-------- RECORDS FOR THIS TASK --------

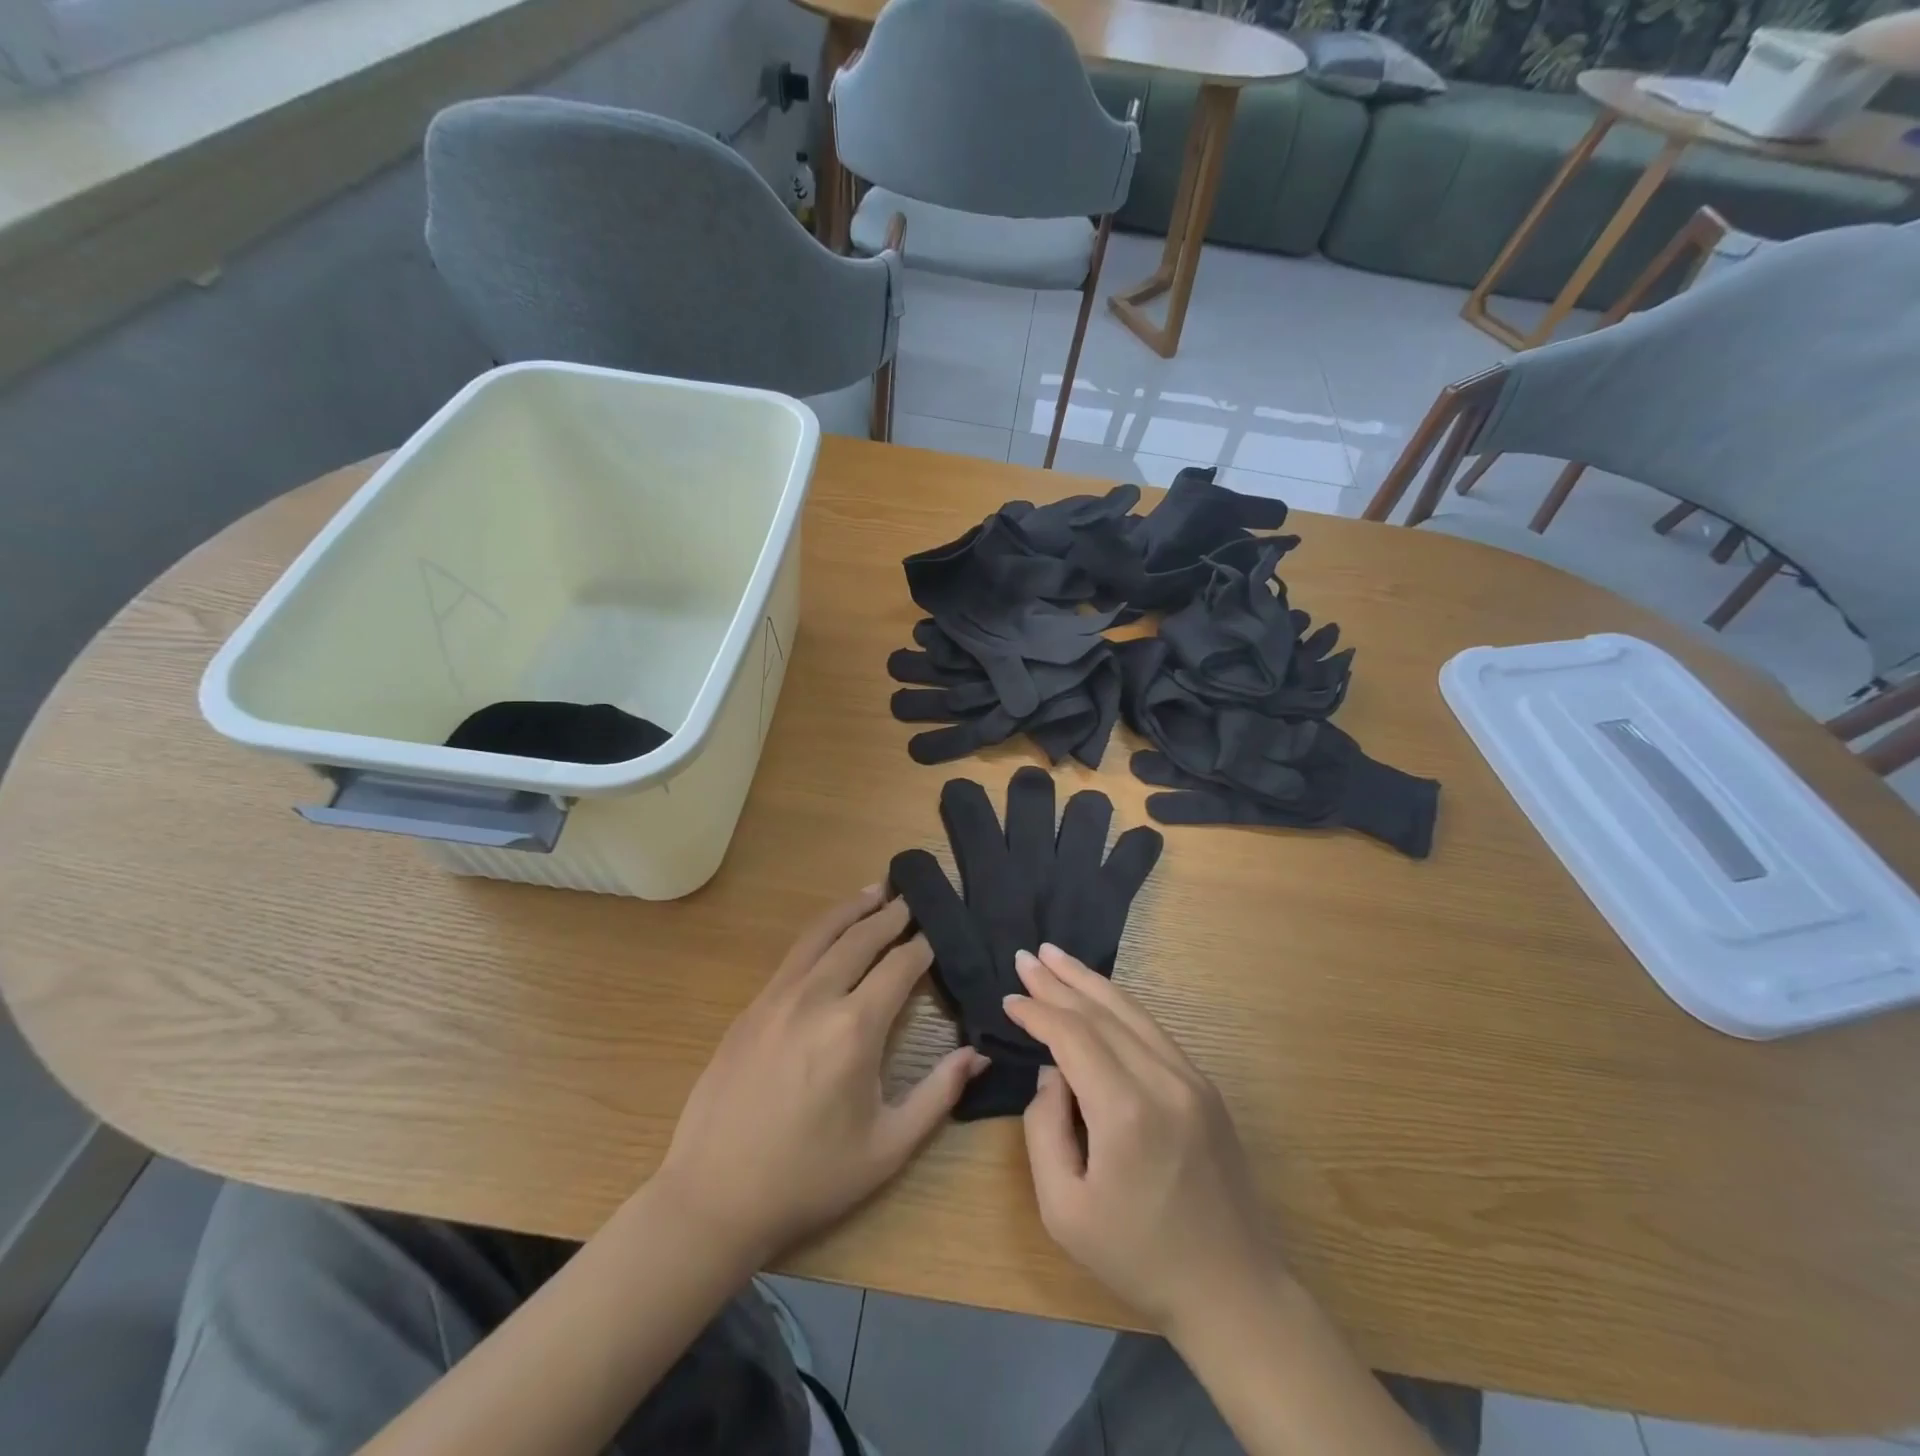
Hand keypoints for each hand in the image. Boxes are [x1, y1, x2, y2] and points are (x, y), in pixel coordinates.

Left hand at [654, 884, 986, 1267]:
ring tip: (876, 891)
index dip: (924, 945)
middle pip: (861, 938)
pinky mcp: (751, 1007)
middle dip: (892, 914)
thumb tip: (979, 1053)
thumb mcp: (887, 1147)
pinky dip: (820, 933)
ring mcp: (776, 998)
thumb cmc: (809, 1178)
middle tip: (914, 896)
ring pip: (821, 935)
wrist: (713, 1197)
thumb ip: (939, 1094)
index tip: (940, 930)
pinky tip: (830, 935)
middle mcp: (816, 998)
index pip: (899, 966)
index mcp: (854, 1030)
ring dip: (852, 910)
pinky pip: (793, 956)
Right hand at [1005, 944, 1286, 1335]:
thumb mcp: (1064, 1210)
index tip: (1009, 1001)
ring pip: (1131, 1011)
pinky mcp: (1205, 1086)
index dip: (1037, 1012)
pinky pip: (1153, 1030)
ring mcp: (1191, 1078)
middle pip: (1101, 1012)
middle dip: (1058, 981)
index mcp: (1125, 1111)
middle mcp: (1162, 1079)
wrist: (1234, 1291)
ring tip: (1057, 956)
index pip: (1072, 1036)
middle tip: (1026, 956)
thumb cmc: (1138, 1258)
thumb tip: (1051, 1074)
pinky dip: (1118, 1006)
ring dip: (1089, 981)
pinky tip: (1099, 995)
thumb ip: (1043, 1129)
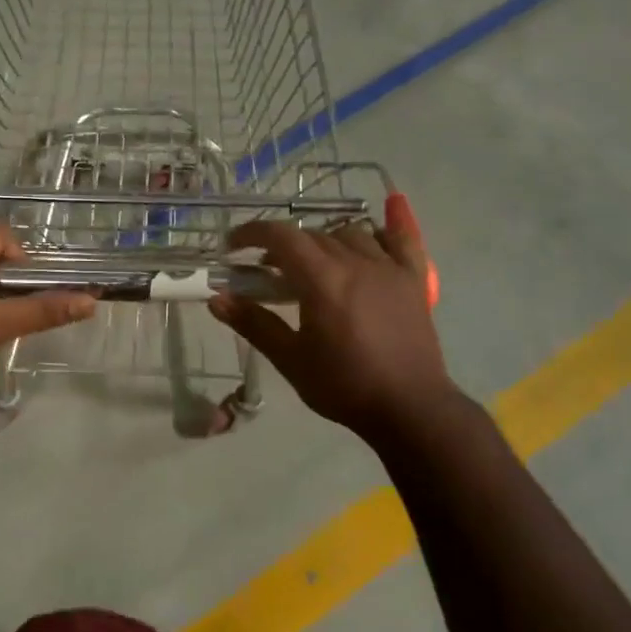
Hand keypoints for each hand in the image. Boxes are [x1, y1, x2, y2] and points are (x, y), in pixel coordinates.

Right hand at [209, 219, 455, 438]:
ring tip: (313, 263)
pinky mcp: (414, 280)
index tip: (233, 246)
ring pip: (350, 234)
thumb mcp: (290, 359)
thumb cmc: (344, 386)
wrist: (408, 408)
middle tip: (267, 270)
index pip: (281, 237)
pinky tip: (380, 223)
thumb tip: (216, 298)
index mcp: (322, 280)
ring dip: (324, 240)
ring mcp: (389, 268)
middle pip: (313, 235)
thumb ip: (254, 323)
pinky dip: (388, 226)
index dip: (252, 234)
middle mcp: (356, 262)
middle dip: (284, 245)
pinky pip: (403, 240)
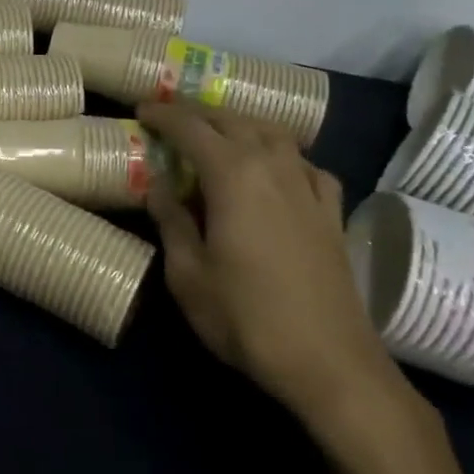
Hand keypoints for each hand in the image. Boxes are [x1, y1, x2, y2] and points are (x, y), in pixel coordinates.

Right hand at [138, 100, 412, 443]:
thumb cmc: (246, 318)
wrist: (330, 363)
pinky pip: (307, 165)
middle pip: (233, 121)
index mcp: (233, 175)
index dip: (163, 114)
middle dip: (198, 112)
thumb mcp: (187, 274)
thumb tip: (159, 186)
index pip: (191, 127)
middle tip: (171, 117)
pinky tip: (278, 171)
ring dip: (241, 124)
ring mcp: (308, 188)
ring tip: (220, 133)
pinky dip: (284, 155)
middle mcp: (273, 167)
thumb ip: (171, 221)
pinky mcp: (331, 214)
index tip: (141, 109)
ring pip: (274, 134)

--------

» **INSTRUCTIONS FOR THE TASK**: Using the material above, report each line where "Right" occurs.

» **WRITTEN SOLUTION**:
Right hand at [1005, 944, 1286, 1335]:
Right hand at [209, 219, 455, 438]:
Right hand at [138, 100, 412, 443]:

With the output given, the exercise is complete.